WaltC - Tuesday, September 17, 2019 - linkYes! I really don't blame the starving lawyers quite as much as I blame the judges who greenlight spurious stuff like this. I mean, it creates the impression that either the judges don't understand the issues involved, or else that it's a racket with "everyone" hoping to share the ill-gotten gains...;) Because in the end--it's we the customers who pay for all of the spurious junk that isn't thrown out on day 1--just as much as if it was a direct tax. This reminds me so much of the infamous class-action suit they tried and failed to throw at the HDD makers a few years back. The lawyers alleged that everyone who bought a hard drive was "mislead" by false advertising because the HDD makers decided to call a "megabyte" 1,000,000 bytes instead of 1,024,000 bytes--*even though* all of the HDD makers posted that information not only in all their product advertising, but also on the HDD product boxes! The judge in that case was savvy enough to throw it out on Day 1, IIRC. In the Bulldozer case, of course, the lawyers will earn $6M-$8M (or more) of the $12M and the Bulldozer owners might be lucky to get $10 each....;) What a racket!...;)

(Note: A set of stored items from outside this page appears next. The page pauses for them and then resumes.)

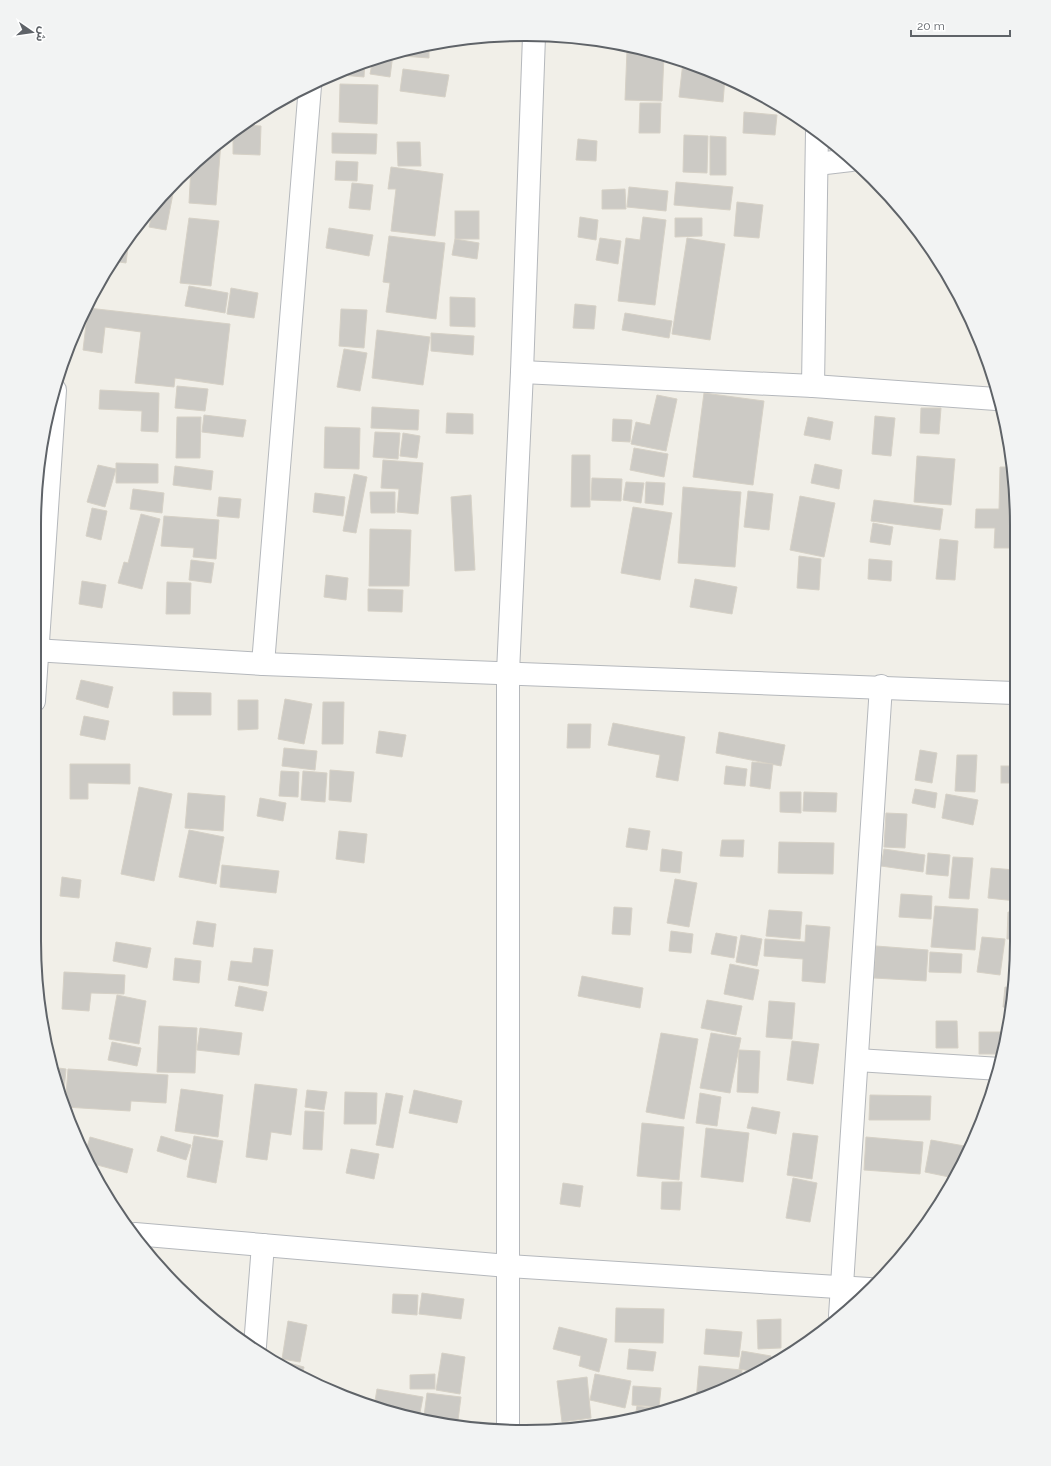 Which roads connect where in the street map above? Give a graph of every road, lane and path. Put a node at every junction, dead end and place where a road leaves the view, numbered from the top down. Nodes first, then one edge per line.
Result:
1 (534, 41) edge
2 (310, 92) edge
3 (817, 139) edge
4 (845, 161) edge
5 (817, 164) junction
6 (522, 372) junction
7 (813, 386) junction
8 (993, 399) edge
9 (53, 420) edge
10 (41, 582) edge
11 (41, 650) edge
12 (263, 664) junction
13 (508, 672) junction
14 (881, 686) junction
15 (1010, 693) edge
16 (857, 1060) junction
17 (992, 1069) edge
18 (141, 1234) edge
19 (263, 1245) junction
20 (508, 1266) junction
21 (843, 1288) junction
22 (862, 1289) edge
23 (841, 1308) edge
24 (255, 1342) edge
25 (508, 1424) edge

1 - 6 street
2 - 12 street
3 - 5 street
4 - 5 street
5 - 7 street
6 - 7 street
6 - 13 street
7 - 8 street
9 - 10 street
11 - 12 street
12 - 13 street
13 - 14 street
13 - 20 street
14 - 15 street
14 - 16 street
16 - 17 street
16 - 21 street
18 - 19 street
19 - 20 street
19 - 24 street
20 - 21 street
20 - 25 street
21 - 22 street
21 - 23 street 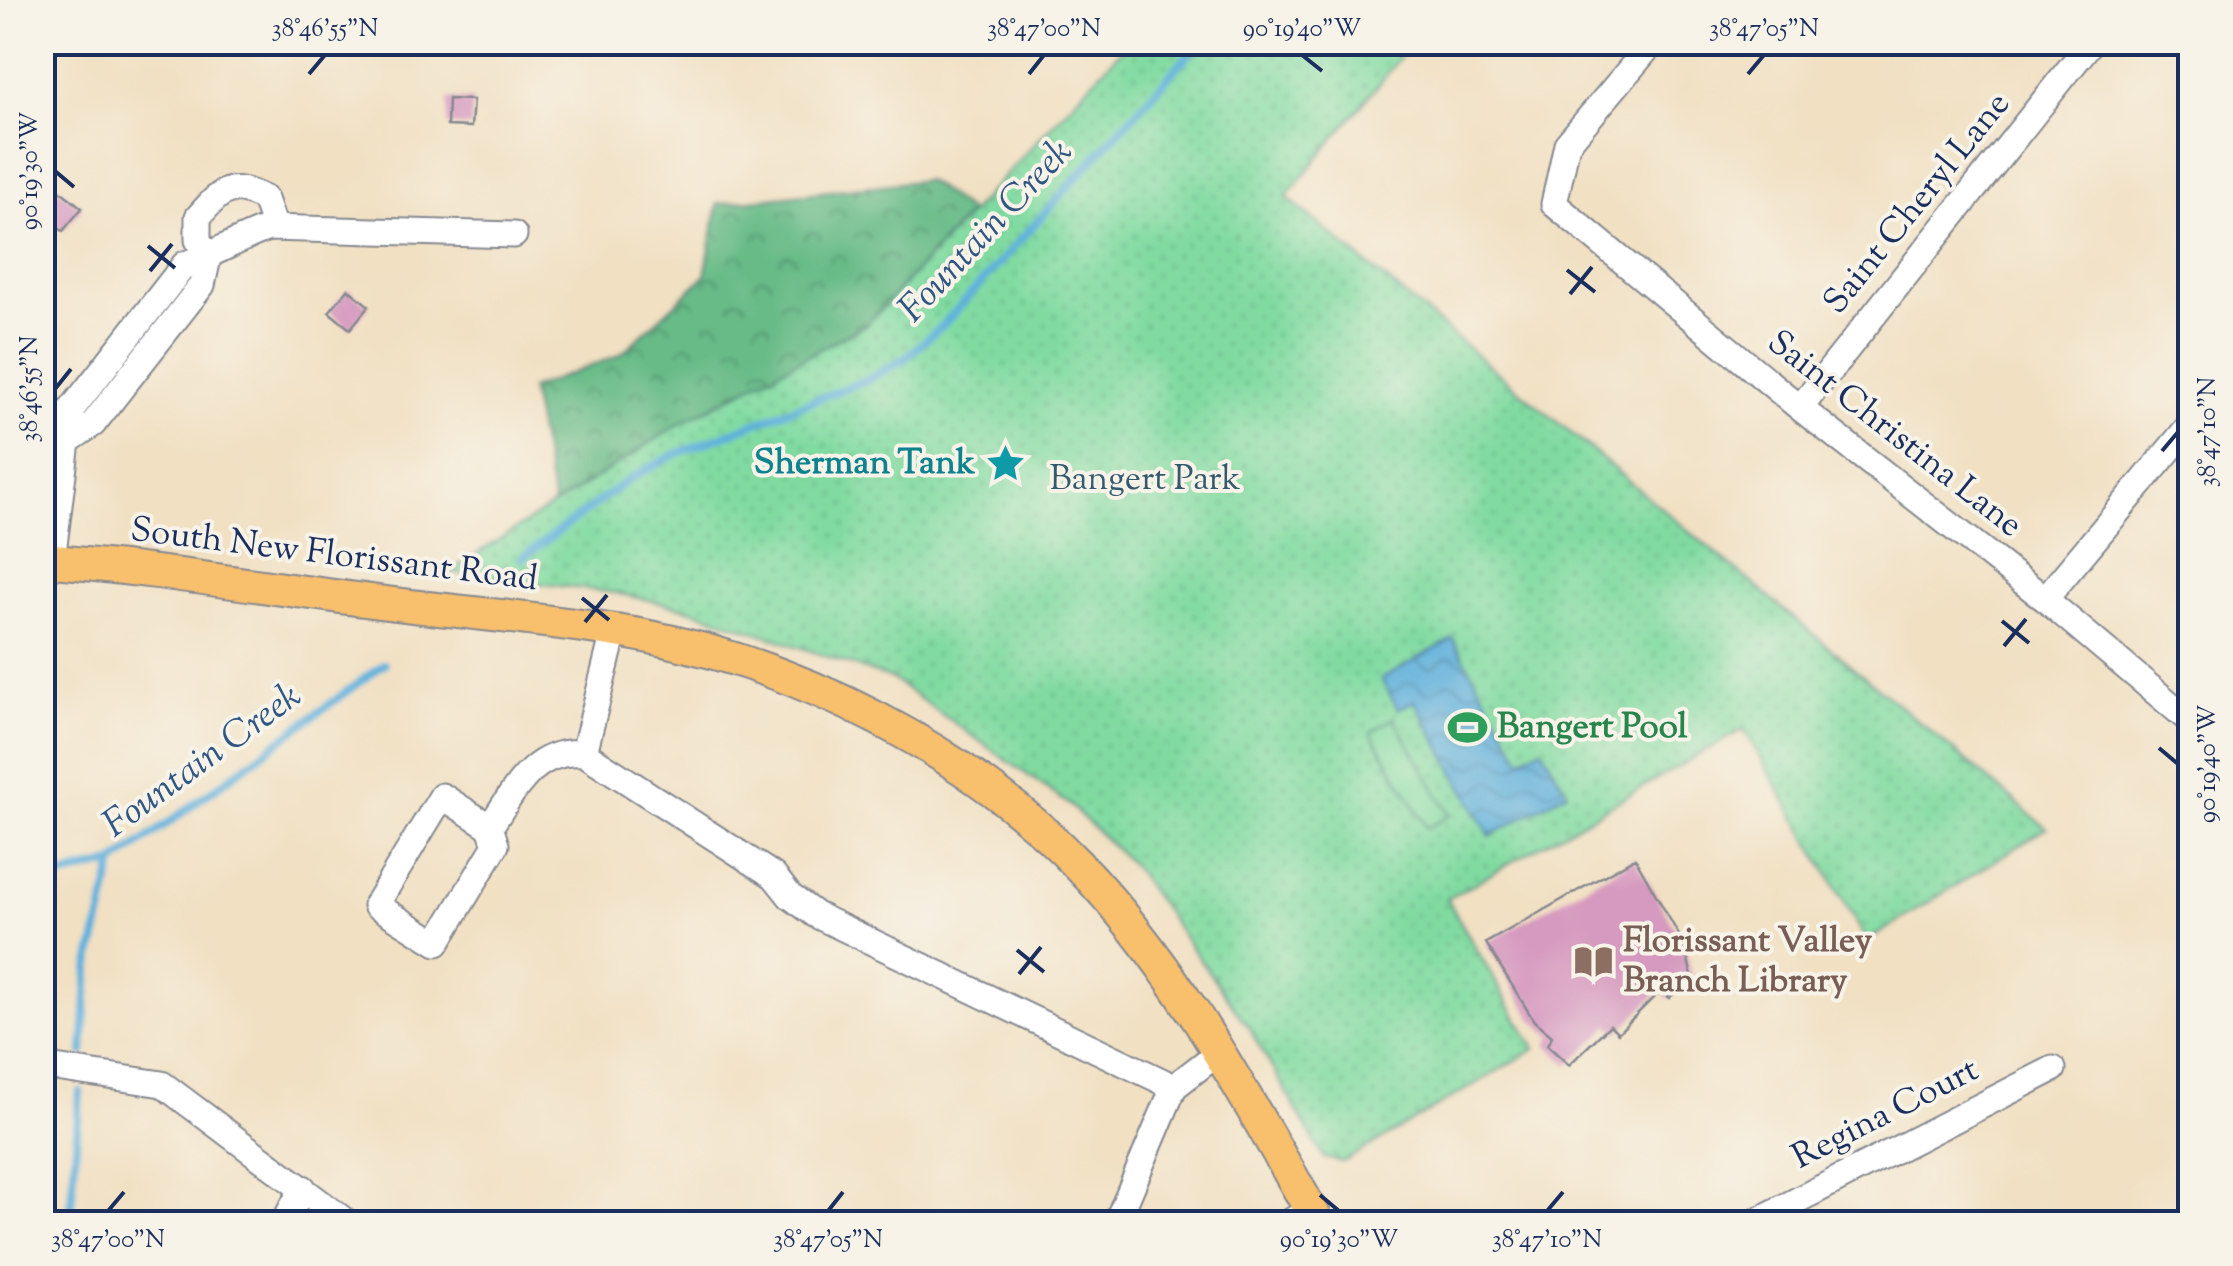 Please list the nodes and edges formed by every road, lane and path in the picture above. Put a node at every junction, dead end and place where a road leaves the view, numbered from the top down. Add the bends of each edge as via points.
1 (1654, 42) edge
2 (2091, 42) edge
3 (275, 228) junction
4 (514, 235) dead end
5 (208, 258) junction
6 (125, 341) junction
7 (146, 356) junction
8 (1800, 408) junction
9 (2190, 425) edge
10 (69, 440) junction
11 (47, 560) edge
12 (2045, 599) junction
13 (614, 632) junction
14 (2190, 720) edge
15 (584, 753) junction
16 (490, 827) junction
17 (1219, 1052) junction
18 (42, 1066) edge
19 (2053, 1069) dead end
20 (1174, 1087) junction
21 (303, 1188) junction
22 (1305, 1219) edge
23 (284, 1224) edge
24 (350, 1224) edge
25 (1116, 1224) edge
26 (1751, 1224) edge

1 - 8 street, Saint Christina Lane via 1567,144 1554,204
2 - 8 street, Saint Cheryl Lane
3 - 4 street
3 - 5 street via 242,237
3 - 5 street via 266,200 246,189 219,194 198,217 198,240
5 - 6 street via 186,264
5 - 7 street via 202,285
6 - 7 street
6 - 10 street via 71,410
7 - 10 street via 93,424
8 - 12 street, Saint Christina Lane
9 - 12 street
10 - 11 street
11 - 13 main road, South New Florissant Road
12 - 14 street, Saint Christina Lane
13 - 15 street
13 - 17 main road, South New Florissant Road via 762,668 890,724 987,784 1078,865
15 - 16 street via 565,751 527,772
15 - 20 street via 774,876 816,915
16 - 16 street via 442,796 376,905 437,943 496,844
17 - 20 street
17 - 22 main road, South New Florissant Road
18 - 21 street via 162,1084
19 - 26 street, Regina Court
20 - 25 street
21 - 23 street
21 - 24 street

Targon - Tuesday, September 17, 2019 - linkIntel hasn't had a new architecture for so long at this point, many people have forgotten about the problems.
WaltC - Tuesday, September 17, 2019 - linkShades of Prescott..;)
Korguz - Tuesday, September 17, 2019 - linkTargon, not according to one person that comments on here, sunny cove is a new architecture, and is completely different then all the cpu's intel has made over the last 5 or so years.
but yea.. its time intel stopped milking the same architecture, and its customers, and came out with something that is actually new
Phynaz - Wednesday, September 18, 2019 - linkWhy do you care, you would never buy intel?
FunBunny2 - Wednesday, September 18, 2019 - link"its time intel stopped milking the same architecture, and its customers, and came out with something that is actually new"
'architecture' is constrained by the Law's of God, aka maths, so once the 'best' has been found, that's it. IMHO, all these 'architectures' amount to:
1) pulling previously off-chip function on-chip
2) rearranging them to implement Cray's shorter wires
3) adding more transistors to make certain functions bigger
not really much 'architecture' progress to any of that. in any case, how much more 'architecture' does it take to do word processing, spreadsheets, and e-mail? you know, the Three Killer Apps of the PC?
Korguz - Wednesday, September 18, 2019 - linkonce the best has been found ??? intel hasnt released a new architecture because they have had no reason to. but i bet now, with Zen, intel is doing just that, working on something that is actually new and not based on the same cpu we have had from them for the last 5 or so years.